──────── INPUT FOR THIS TASK

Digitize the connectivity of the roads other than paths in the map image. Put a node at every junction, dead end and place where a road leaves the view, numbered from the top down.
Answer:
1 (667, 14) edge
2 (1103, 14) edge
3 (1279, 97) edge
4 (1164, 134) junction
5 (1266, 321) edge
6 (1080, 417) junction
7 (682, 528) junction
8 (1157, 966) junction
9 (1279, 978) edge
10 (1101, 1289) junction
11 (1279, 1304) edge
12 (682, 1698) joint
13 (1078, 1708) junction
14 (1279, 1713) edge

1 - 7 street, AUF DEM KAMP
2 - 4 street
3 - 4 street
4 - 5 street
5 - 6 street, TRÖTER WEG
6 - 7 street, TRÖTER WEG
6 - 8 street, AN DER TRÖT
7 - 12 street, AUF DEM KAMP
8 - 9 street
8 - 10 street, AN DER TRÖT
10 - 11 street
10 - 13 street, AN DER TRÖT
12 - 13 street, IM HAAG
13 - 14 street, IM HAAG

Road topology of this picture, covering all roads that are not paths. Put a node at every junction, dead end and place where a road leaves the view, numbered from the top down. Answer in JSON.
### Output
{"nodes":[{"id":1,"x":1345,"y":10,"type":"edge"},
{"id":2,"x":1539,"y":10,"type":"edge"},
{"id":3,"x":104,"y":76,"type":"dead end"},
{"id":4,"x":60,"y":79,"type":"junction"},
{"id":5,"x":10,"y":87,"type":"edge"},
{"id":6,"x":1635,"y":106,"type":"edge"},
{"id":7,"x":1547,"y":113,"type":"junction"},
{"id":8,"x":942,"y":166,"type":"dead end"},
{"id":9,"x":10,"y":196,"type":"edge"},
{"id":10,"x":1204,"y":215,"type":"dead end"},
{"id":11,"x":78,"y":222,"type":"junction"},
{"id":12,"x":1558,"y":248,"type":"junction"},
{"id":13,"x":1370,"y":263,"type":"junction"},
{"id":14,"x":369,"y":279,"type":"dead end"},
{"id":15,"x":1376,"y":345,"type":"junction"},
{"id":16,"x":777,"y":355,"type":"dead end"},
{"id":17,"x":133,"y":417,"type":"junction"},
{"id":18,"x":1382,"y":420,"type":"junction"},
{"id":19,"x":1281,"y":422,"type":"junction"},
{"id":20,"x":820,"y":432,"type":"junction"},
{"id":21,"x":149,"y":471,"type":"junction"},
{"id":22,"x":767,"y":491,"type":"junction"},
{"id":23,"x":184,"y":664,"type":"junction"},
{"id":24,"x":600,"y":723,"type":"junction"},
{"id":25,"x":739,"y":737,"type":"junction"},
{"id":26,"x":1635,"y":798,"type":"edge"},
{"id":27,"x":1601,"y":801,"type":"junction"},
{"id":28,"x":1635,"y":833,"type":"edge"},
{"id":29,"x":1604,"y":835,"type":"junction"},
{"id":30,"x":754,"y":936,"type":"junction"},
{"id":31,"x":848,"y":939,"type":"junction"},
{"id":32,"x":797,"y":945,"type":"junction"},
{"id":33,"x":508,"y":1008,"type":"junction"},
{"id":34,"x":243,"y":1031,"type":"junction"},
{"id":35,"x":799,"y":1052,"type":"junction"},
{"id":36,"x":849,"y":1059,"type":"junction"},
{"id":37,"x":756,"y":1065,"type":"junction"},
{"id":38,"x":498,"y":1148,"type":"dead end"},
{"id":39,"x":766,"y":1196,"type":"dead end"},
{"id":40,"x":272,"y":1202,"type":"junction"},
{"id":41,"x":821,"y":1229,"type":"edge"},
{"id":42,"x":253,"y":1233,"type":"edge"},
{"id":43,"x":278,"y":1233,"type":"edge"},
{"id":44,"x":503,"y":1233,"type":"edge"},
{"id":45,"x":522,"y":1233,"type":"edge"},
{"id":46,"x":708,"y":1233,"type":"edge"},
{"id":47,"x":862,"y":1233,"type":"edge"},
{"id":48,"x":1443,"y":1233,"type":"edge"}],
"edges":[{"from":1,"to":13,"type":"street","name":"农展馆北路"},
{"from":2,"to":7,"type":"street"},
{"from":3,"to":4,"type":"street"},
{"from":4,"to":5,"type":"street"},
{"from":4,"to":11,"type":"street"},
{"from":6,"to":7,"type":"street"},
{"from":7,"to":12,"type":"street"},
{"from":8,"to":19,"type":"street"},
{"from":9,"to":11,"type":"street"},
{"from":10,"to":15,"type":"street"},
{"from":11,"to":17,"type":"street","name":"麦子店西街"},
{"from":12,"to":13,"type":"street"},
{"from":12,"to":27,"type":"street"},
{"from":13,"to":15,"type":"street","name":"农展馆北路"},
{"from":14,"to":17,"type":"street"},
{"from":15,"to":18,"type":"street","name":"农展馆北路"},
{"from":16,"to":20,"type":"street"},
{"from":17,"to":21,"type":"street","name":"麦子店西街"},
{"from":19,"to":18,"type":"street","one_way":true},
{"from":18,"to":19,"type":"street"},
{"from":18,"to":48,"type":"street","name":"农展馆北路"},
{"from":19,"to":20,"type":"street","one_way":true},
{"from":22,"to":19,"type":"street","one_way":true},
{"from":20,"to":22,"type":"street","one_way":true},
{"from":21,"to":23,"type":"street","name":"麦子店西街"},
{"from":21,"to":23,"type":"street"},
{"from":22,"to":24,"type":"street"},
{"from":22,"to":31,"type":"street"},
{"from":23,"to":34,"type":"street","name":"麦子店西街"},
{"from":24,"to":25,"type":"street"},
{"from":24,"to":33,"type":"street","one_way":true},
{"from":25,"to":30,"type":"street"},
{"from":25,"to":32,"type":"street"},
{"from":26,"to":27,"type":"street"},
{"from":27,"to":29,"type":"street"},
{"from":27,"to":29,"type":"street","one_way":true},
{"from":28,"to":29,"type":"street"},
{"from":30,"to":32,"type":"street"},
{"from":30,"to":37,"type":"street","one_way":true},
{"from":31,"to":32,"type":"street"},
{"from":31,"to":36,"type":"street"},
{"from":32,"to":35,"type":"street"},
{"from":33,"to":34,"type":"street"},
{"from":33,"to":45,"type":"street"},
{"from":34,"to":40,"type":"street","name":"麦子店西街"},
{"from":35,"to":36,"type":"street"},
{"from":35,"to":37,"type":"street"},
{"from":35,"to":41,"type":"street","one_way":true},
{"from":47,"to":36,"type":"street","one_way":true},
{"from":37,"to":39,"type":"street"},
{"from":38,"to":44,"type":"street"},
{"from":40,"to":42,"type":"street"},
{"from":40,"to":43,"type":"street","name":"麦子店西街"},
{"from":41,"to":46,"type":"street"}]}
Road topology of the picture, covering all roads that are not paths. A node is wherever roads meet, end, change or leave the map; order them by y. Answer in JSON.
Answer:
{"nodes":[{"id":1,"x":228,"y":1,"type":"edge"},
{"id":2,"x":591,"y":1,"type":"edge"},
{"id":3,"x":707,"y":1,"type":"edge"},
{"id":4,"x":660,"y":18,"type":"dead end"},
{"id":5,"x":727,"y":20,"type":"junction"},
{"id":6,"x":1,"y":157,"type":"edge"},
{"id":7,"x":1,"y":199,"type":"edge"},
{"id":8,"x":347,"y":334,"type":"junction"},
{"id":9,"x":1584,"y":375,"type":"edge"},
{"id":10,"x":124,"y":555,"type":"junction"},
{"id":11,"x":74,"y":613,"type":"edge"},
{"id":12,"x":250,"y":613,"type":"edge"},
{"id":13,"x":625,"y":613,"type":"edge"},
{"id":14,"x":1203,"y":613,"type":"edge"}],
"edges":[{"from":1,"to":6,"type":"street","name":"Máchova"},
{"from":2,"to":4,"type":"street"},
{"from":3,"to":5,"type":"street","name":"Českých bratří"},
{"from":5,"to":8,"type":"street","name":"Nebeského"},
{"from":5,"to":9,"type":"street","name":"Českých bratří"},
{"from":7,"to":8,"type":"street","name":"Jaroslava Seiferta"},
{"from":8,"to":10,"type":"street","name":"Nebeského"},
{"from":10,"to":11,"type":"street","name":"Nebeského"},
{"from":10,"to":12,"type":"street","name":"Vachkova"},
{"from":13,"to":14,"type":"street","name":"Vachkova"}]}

────────────────

▸ **TASK GOAL**
Count the lines in the preceding entries that contain the string "place", and state only the resulting number.

▸ **OUTPUT FOR THIS TASK**
2